The smaller are the topological dimensions of the elements in electronic circuits, the greater is their density and the more complex is the architecture of traditional wiring circuits. The latter fact is a tangible obstacle to increasing the rates of response of various instruments. An attractive alternative, therefore, is offered by fiber optics systems which can take care in principle of generation, modulation, amplification, transmission and detection of light signals. But the problem of fiber optics runs into a "snag" of developing an effective radiation source, because pure silicon cannot be used for that purpose due to a number of reasons. As proved by experience-the problem can be resolved by the introduction of erbium which forms effective centers of emission recombination. In that case the generated emission of 1.54 Mkm is practically not absorbed by silicon and matches the maximum transparency "window" of optical waveguides of quartz glass. The main snag, however, is the low solubility of erbium in silicon. As proved by Siberian researchers, however, this obstacle can be overcome by using what are called non-equilibrium methods of generation of strongly alloyed layers resorting to ionic implantation, molecular-ray epitaxy and ionic-ray spray- coating.
Summing it up, in the process of implementation of the above integration project it has been possible to obtain within relatively short time high-quality silicon monocrystals and a range of products on this basis.
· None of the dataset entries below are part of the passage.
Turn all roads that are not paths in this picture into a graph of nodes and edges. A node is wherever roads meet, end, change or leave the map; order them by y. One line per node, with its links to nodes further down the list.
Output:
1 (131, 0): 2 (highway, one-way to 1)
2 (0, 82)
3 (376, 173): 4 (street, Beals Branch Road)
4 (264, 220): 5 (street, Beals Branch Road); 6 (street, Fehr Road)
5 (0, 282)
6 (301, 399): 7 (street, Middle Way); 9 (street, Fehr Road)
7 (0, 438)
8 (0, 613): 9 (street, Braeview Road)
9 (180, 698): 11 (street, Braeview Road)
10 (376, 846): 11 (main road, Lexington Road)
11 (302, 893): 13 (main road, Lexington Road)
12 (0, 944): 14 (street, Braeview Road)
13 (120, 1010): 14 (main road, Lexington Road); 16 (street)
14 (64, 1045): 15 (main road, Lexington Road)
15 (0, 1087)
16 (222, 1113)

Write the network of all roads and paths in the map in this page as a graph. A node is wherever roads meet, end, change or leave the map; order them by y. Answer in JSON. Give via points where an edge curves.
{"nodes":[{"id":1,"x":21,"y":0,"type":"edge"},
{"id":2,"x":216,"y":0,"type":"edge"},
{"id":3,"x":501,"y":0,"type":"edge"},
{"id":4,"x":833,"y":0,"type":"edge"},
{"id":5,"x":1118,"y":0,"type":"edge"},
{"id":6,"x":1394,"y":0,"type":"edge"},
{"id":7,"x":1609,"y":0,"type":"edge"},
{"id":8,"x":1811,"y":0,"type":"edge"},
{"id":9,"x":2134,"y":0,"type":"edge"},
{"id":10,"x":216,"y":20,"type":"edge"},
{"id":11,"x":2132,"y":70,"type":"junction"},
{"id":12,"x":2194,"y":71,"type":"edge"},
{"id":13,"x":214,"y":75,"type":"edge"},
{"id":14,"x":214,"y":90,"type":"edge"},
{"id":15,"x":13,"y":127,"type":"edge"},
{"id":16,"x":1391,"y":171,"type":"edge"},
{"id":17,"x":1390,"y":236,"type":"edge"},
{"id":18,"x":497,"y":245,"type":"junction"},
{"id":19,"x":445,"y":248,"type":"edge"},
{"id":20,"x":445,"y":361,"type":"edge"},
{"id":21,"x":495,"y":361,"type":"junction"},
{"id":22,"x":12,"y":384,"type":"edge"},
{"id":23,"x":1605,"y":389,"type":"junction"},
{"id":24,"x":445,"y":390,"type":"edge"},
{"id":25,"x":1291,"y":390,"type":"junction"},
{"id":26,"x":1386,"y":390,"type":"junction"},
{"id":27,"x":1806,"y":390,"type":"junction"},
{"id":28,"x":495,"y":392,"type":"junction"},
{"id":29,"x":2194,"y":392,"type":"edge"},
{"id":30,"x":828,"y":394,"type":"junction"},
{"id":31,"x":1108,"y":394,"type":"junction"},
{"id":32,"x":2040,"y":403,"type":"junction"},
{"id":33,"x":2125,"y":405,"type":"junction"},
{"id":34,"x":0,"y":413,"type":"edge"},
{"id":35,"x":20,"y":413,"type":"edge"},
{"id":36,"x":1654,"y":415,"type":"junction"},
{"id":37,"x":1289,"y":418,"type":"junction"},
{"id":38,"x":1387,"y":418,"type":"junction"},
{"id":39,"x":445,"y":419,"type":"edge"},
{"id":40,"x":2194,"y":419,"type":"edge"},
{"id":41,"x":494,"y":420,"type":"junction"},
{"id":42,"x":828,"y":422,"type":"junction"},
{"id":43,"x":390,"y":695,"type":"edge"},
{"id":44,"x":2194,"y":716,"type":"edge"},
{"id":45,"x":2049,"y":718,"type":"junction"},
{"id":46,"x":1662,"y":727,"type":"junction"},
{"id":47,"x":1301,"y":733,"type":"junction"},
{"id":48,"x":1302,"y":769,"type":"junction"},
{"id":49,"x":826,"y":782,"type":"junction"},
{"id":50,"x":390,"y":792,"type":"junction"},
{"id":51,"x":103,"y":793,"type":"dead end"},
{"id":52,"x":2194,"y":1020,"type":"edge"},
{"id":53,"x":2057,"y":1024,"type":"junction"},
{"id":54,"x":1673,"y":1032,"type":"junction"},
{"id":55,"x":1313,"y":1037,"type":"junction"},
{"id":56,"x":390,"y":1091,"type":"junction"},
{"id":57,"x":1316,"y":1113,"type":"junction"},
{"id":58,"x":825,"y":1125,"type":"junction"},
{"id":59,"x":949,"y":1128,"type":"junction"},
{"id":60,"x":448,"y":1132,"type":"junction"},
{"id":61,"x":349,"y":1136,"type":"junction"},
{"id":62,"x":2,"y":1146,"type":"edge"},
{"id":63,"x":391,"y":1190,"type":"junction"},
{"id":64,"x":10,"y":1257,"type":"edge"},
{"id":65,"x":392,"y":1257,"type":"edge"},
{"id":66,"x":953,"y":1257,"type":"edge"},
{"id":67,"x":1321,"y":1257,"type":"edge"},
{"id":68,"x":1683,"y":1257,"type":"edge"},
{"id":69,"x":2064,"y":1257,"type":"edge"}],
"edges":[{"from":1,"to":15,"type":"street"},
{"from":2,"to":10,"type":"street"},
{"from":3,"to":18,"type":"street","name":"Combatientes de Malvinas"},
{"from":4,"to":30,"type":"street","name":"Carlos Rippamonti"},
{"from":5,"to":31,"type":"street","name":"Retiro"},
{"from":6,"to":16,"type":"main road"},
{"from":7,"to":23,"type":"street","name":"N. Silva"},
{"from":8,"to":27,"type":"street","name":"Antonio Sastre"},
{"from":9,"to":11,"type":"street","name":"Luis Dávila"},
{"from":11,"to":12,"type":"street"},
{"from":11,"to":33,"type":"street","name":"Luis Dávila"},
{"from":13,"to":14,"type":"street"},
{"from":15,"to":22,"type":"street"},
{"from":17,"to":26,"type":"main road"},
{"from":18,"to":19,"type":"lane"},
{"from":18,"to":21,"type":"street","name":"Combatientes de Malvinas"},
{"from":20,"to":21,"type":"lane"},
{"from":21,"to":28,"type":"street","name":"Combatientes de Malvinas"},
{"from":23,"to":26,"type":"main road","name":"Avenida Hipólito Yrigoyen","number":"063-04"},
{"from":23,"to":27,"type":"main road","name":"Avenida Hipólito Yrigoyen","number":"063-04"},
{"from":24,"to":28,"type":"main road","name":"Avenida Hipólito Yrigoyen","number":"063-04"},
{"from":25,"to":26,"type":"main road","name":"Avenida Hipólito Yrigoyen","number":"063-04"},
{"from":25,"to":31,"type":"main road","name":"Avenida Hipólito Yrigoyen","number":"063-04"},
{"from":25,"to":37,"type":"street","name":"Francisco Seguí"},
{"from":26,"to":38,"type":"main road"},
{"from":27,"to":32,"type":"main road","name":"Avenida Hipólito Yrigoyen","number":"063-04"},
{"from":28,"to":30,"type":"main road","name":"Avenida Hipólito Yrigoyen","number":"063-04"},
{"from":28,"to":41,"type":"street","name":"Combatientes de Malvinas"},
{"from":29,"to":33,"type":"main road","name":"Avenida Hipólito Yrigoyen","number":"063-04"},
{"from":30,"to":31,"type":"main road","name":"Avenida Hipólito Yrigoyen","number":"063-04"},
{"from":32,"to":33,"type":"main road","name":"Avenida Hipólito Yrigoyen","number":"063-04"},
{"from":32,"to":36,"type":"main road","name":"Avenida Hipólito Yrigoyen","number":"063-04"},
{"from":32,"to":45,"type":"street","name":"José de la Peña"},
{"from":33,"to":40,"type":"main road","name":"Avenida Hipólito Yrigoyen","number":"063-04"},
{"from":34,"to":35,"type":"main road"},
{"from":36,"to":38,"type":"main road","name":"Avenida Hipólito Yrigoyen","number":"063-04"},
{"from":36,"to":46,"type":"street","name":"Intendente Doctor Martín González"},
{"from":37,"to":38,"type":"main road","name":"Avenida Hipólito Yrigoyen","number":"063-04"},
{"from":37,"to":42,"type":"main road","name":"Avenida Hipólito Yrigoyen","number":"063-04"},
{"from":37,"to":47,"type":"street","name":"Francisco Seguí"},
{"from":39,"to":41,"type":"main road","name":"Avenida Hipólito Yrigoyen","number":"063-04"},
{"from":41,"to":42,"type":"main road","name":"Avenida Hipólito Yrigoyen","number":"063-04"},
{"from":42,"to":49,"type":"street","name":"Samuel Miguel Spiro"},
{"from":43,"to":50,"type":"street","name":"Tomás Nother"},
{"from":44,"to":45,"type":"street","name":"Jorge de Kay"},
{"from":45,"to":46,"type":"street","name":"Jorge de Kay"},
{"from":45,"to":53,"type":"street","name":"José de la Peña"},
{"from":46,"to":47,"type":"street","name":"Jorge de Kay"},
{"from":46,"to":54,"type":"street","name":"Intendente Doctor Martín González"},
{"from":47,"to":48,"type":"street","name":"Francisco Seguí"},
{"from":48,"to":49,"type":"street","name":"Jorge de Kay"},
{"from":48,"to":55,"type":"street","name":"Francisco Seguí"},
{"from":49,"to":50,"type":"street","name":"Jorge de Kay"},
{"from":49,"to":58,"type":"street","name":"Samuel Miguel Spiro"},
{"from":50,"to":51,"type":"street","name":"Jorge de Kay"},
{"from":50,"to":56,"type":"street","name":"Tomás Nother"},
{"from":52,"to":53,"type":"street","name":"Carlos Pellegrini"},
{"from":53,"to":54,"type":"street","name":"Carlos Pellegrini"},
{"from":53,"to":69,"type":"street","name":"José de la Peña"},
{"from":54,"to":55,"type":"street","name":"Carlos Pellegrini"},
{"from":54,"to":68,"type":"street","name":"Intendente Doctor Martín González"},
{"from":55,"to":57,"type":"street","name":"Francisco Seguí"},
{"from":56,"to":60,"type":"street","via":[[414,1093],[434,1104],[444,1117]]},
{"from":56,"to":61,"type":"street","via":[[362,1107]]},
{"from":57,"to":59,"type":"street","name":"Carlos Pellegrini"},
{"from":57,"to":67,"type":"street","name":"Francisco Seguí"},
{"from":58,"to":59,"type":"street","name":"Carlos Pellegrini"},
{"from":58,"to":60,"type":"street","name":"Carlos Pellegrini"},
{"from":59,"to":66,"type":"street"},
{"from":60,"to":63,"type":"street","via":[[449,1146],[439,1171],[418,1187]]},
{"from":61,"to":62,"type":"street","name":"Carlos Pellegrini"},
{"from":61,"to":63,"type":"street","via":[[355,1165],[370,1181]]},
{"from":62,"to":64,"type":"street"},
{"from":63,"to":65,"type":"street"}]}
This opens up new prospects for applied research in the centers of the Siberian Branch of the Russian Academy of Sciences and at the local industrial plants. The aim of it all is obtaining high-tech equipment on the basis of semiconductor silicon.
* Epitaxy-oriented growth of a monocrystal on the surface of another.- Ed.
* Ionic implantation-introduction of foreign atoms into a solid body by means of ionic bombardment. -Ed.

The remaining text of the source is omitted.